Thoughts turned to last season’s match against the same opponents where Dillon Phillips saved two Preston penalties in a couple of minutes in City’s 4-0 win, but Daniel Johnson calmly sent our back up keeper the wrong way and so, our one clean sheet for the season embarrassment drags on for at least another week.
The equaliser was scored in the fifty fourth minute and, from memory, that was the end of any serious goalmouth action before the whistle went to send the match into extra time. From a City perspective, I’d say the most notable thing that happened during this untidy period when we gave the ball away far too much and, frankly, looked like a Mick McCarthy team after he’d signed his contract, was the introduction of Ryan Wintle into our midfield after his return from his loan at Blackpool, but it was disappointing that it was Colwill who made way for him, because it made us more defensive in our outlook.

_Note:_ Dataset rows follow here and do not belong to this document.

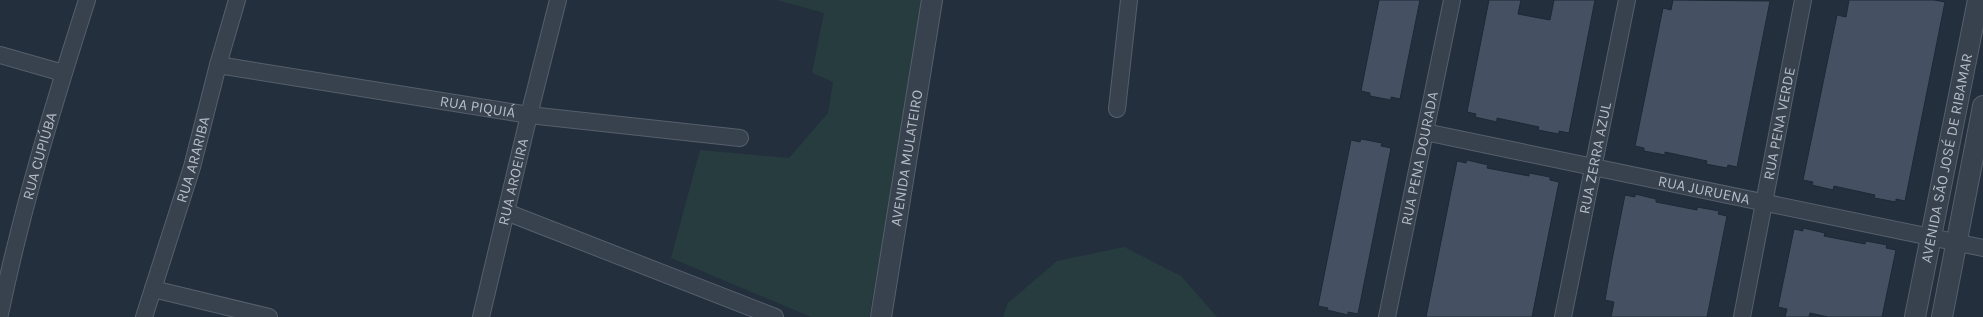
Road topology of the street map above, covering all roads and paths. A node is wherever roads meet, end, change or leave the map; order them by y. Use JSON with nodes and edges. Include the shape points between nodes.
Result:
{"nodes":[{"id":1,"x":87,"y":0,"type":"edge"},
{"id":2,"x":237,"y":0,"type":"edge"},
{"id":3,"x":558,"y":0,"type":"edge"},
{"id":4,"x":932,"y":0,"type":"edge"},
{"id":5,"x":1129,"y":0,"type":"edge"},
{"id":6,"x":1452,"y":0,"type":"edge"},
{"id":7,"x":1627,"y":0,"type":"edge"},
{"id":8,"x":1803,"y":0,"type":"edge"},
{"id":9,"x":1978,"y":0,"type":"edge"},
{"id":10,"x":0,"y":55,"type":"edge"},
{"id":11,"x":218,"y":65,"type":"junction"},
{"id":12,"x":63,"y":73,"type":"junction"},
{"id":13,"x":1983,"y":106,"type":"edge"},
{"id":14,"x":1117,"y":109,"type":"dead end"},
{"id":15,"x":529,"y":114,"type":"junction"},
{"id":16,"x":1425,"y":132,"type":"junction"},
{"id":17,"x":740,"y":138,"type":"dead end"},
{"id":18,"x":1594,"y":167,"type":"junction"},
{"id":19,"x":1764,"y":202,"type":"junction"},
{"id":20,"x":506,"y":212,"type":"junction"},
{"id":21,"x":1932,"y":236,"type":"junction"},
{"id":22,"x":1958,"y":242,"type":"junction"},
{"id":23,"x":1983,"y":248,"type":"edge"},
{"id":24,"x":5,"y":261,"type":"edge"},
{"id":25,"x":153,"y":289,"type":"junction"},
{"id":26,"x":0,"y":314,"type":"edge"},
{"id":27,"x":144,"y":317,"type":"edge"},
{"id":28,"x":269,"y":317,"type":"edge"},
{"id":29,"x":481,"y":317,"type":"edge"},
{"id":30,"x":775,"y":317,"type":"edge"},
{"id":31,"x":881,"y":317,"type":"edge"},
{"id":32,"x":1387,"y":317,"type":"edge"},
{"id":33,"x":1563,"y":317,"type":"edge"},
{"id":34,"x":1742,"y":317,"type":"edge"},
{"id":35,"x":1915,"y":317,"type":"edge"},
{"id":36,"x":1942,"y":317,"type":"edge"}],
"edges":[{"from":1,"to":12,"type":"street","name":"RUA CUPIÚBA"},
{"from":2,"to":11,"type":"street","name":"RUA ARARIBA"},
{"from":3,"to":15,"type":"street","name":"RUA AROEIRA"},
{"from":4,"to":31,"type":"street","name":"AVENIDA MULATEIRO"},
{"from":5,"to":14,"type":"street"},
{"from":6,"to":16,"type":"street","name":"RUA PENA DOURADA"},
{"from":7,"to":18,"type":"street","name":"RUA ZERRA AZUL"},
{"from":8,"to":19,"type":"street","name":"RUA PENA VERDE"},
{"from":9,"to":21,"type":"street","name":"AVENIDA SÃO JOSÉ DE RIBAMAR"},
{"from":10,"to":12,"type":"street"},
{"from":11,"to":15,"type":"street","name":"RUA PIQUIÁ"},
{"from":11,"to":25,"type":"street","name":"RUA ARARIBA","via":[[192,167]]},
{"from":12,"to":24,"type":"street","name":"RUA CUPIÚBA"},
{"from":13,"to":22,"type":"street","name":"AVENIDA SÃO JOSÉ DE RIBAMAR"},
{"from":15,"to":17,"type":"street","name":"RUA PIQUIÁ"},
{"from":15,"to":20,"type":"street","name":"RUA AROEIRA"},
{"from":16,"to":18,"type":"street","name":"RUA JURUENA"},
{"from":16,"to":32,"type":"street","name":"RUA PENA DOURADA"},
{"from":18,"to":19,"type":"street","name":"RUA JURUENA"},
{"from":18,"to":33,"type":"street","name":"RUA ZERRA AZUL"},
{"from":19,"to":21,"type":"street","name":"RUA JURUENA"},
{"from":19,"to":34,"type":"street","name":"RUA PENA VERDE"},
{"from":20,"to":29,"type":"street","name":"RUA AROEIRA"},
{"from":20,"to":30,"type":"street"},
{"from":21,"to":22,"type":"street","name":"RUA JURUENA"},
{"from":21,"to":35,"type":"street","name":"AVENIDA SÃO JOSÉ DE RIBAMAR"},
{"from":22,"to":23,"type":"street","name":"RUA JURUENA"},
{"from":22,"to":36,"type":"street","name":"AVENIDA SÃO JOSÉ DE RIBAMAR"},
{"from":24,"to":26,"type":"street","name":"RUA CUPIÚBA"},
{"from":25,"to":27,"type":"street","name":"RUA ARARIBA"},
{"from":25,"to":28,"type":"street"}]}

To be fair, Steve Morison did redress this soon afterwards as Mark Harris came on for Brown on seventy five minutes and perhaps the best way to describe how turgid it had been up until then is to note that Iwan Roberts gave Harris the Man of the Match award on S4C’s coverage of the game and it was hard to argue with him!

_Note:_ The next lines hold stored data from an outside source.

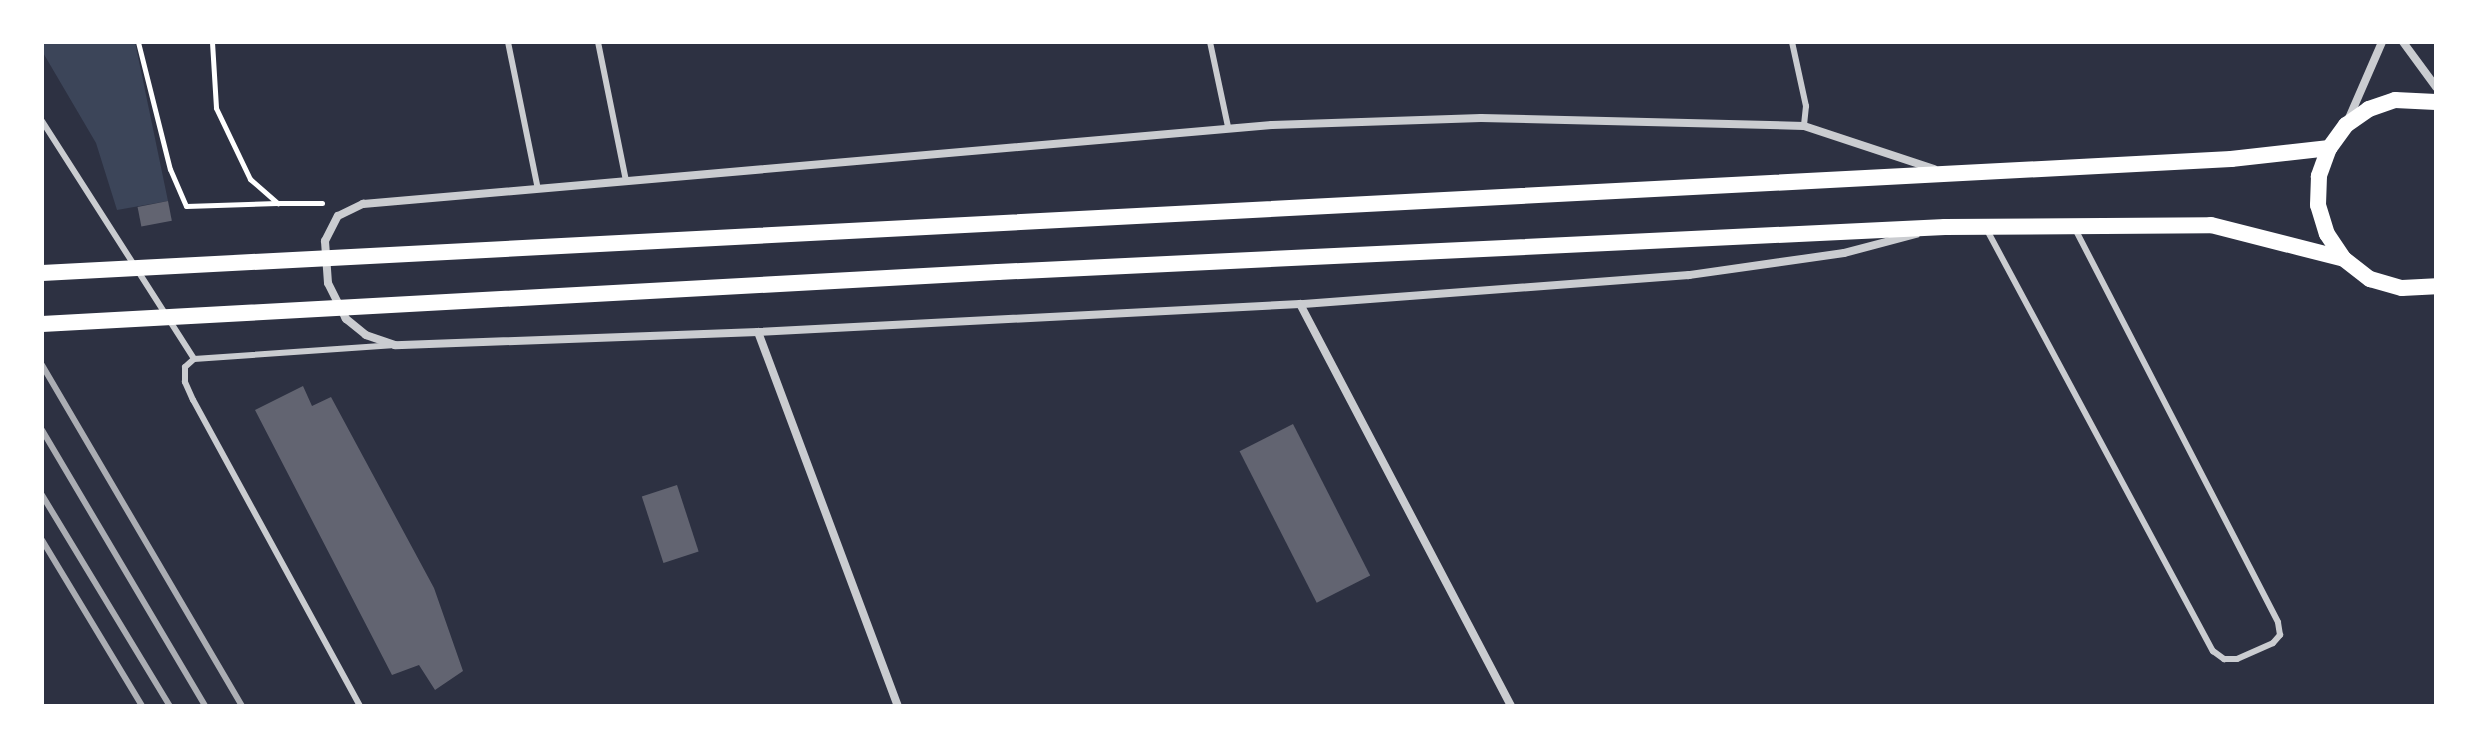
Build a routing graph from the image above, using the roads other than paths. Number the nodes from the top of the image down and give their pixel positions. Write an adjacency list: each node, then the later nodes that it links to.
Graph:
1 (508, 42): 16 (lane)
2 (598, 42): 15 (lane)
3 (1210, 42): 12 (lane)
4 (1792, 42): 11 (lane)
5 (2382, 42): 10 (street)
6 (2403, 42): 7 (street)
7 (2436, 87)
8 (2436, 102): 10 (main road)
9 (42, 121): 27 (lane)
10 (2346, 125): 13 (main road)
11 (1804, 126): 12 (street); 14 (street)
12 (1228, 127): 15 (street)
13 (2329, 148): 14 (main road); 20 (main road)
14 (1942, 172): 21 (main road)
15 (626, 181): 16 (street)
16 (538, 189): 26 (street)
17 (2074, 226): 19 (main road); 19 (lane); 20 (main road)
18 (1945, 227): 19 (main road); 23 (street); 24 (main road)
19 (1985, 227)
20 (2344, 259): 22 (main road)
21 (42, 273)
22 (2436, 286)
23 (1300, 304): 25 (street); 30 (street)
24 (42, 324)
25 (758, 332): 26 (street); 29 (street)
26 (395, 345): 27 (lane)
27 (194, 359): 28 (lane)
28 (360, 706)
29 (898, 706)
30 (1511, 706)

Wintle did nothing eye catching, but looked, reassuringly, a bit more reliable in possession than we’ve become used to from our central midfielders, but it was Harris who finally brought about some excitement with a fine curling shot from the corner of the penalty area which Iversen did well to turn away for a corner.
This was the only notable incident in the first period of extra time as both sides chased a winning goal, but did little to suggest they’d find one.

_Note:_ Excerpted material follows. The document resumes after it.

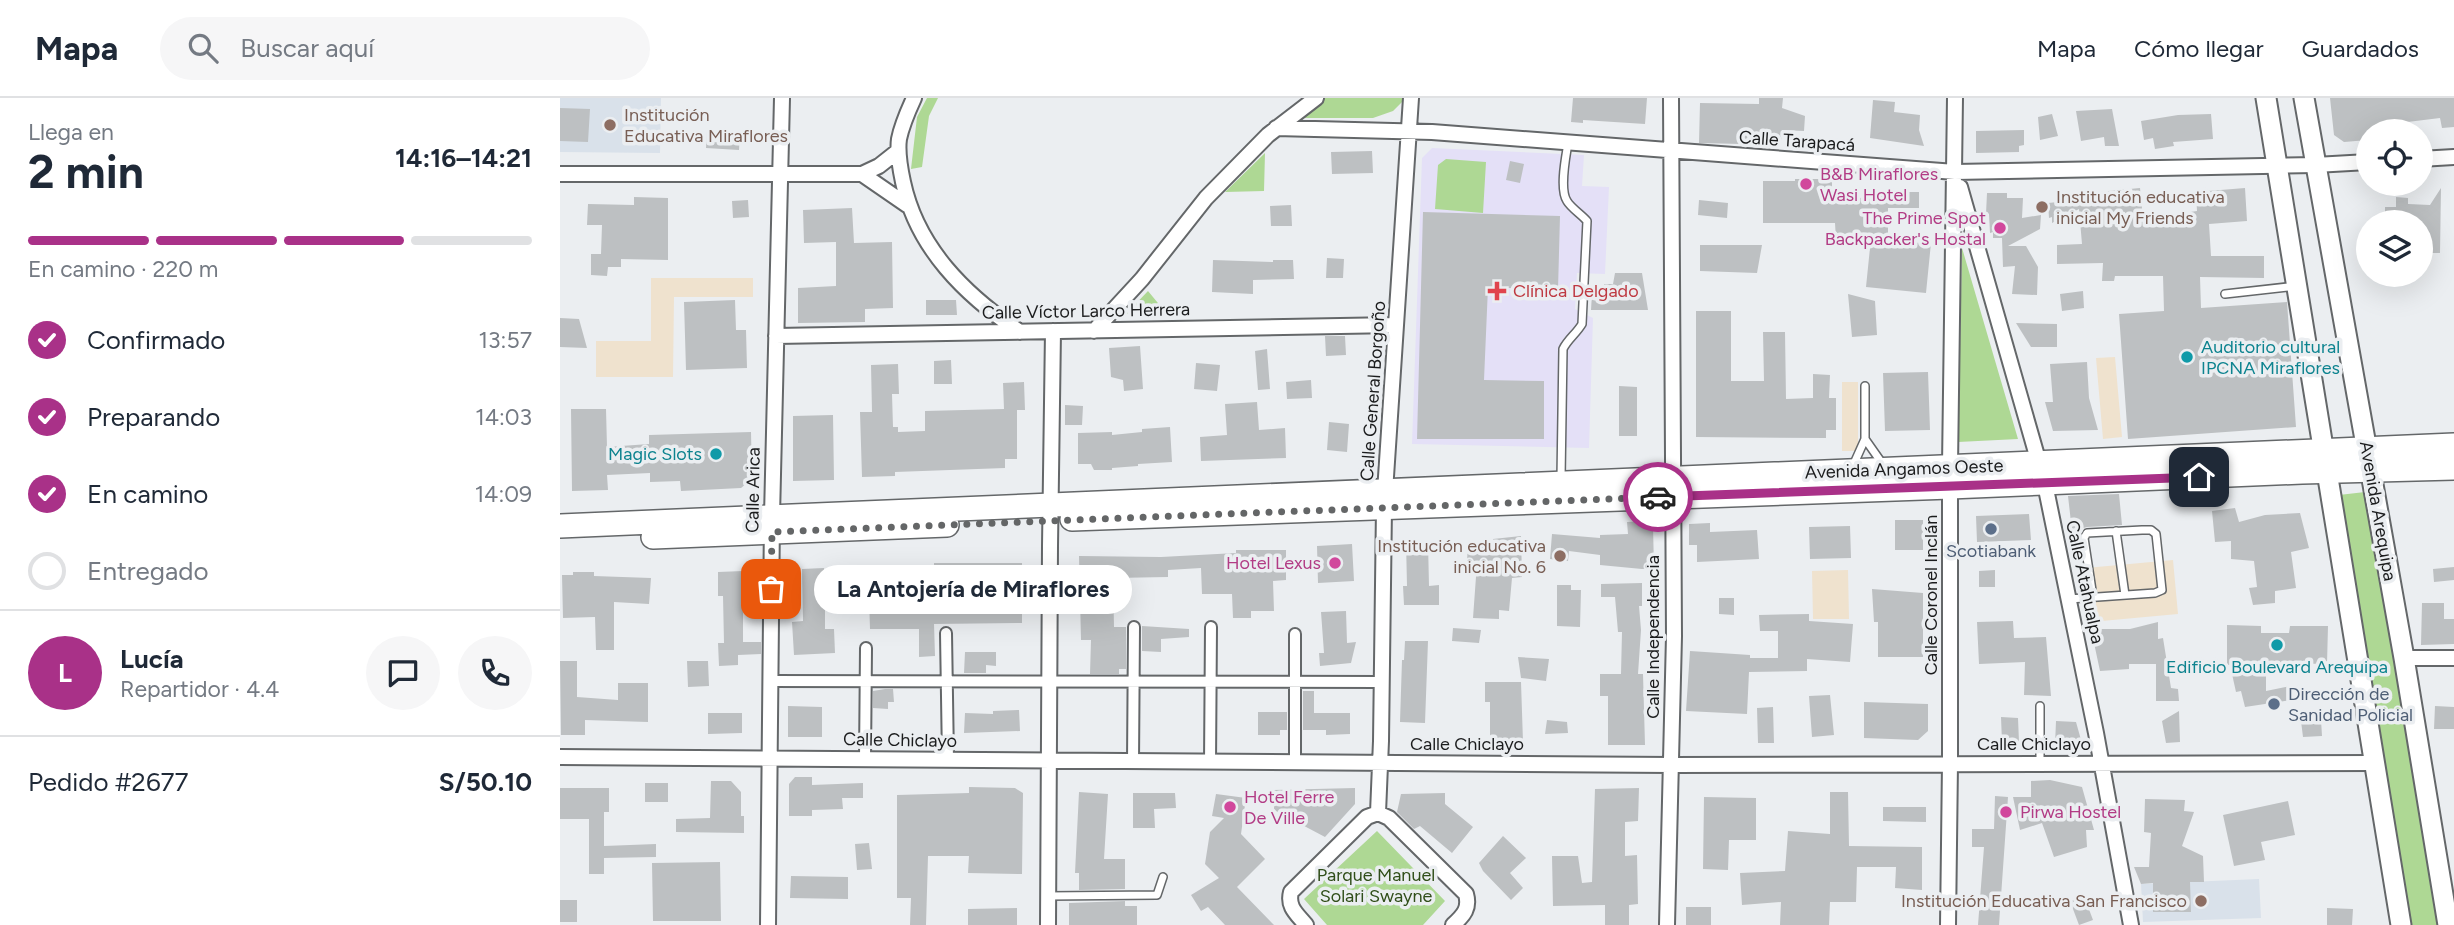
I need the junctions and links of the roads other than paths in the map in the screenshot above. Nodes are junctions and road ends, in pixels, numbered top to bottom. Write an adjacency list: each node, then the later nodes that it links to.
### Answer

The second half of extra time could be said to have provided more talking points than the rest of the game put together. Preston sub Alan Browne looked lucky to escape with only a yellow card after his elbow came into contact with Vaulks’ head and former City defender Greg Cunningham may well have done better with a headed chance from a corner than nod just wide.
However, it was City who struck the decisive blow with five minutes left when two more subs combined to set up the winner as Keiron Evans (on for Davies), burst past an opponent and took another one out of the game with a pass which sent Marlon Pack’s replacement, Tom Sang clear down the left in what was a four on two for City.
It was a marginal decision as to whether Sang was onside or not, but it went in City’s favour, only for the chance to have seemingly been missed as James Collins miscontrolled the cross, but the ball found its way to Harris who finished unerringly from fifteen yards.
There was still time for the ref to decide that a blatant handball by Curtis Nelson in the penalty area had been caused by a push by Preston sub Ched Evans (I think we got a little lucky with that one) and then Harris really should have given us a flattering victory margin of two when he was put through by an astute Sang pass, but, after running from half way, he allowed Iversen to deny him – it made no difference though, because Mr Woolmer’s final whistle meant the corner was never taken..
The draw for the Fourth Round was made about twenty minutes after the game ended and for City the reward was a financial one I’d say rather than one which allows further progress in the competition.
An away tie at Liverpool represents almost certain defeat, but a sizeable share of gate money from what will be a big crowd and the game will almost certainly be shown on Welsh television at the very leas which will mean more money in the club coffers and a great day out for not far short of ten thousand City fans I would guess.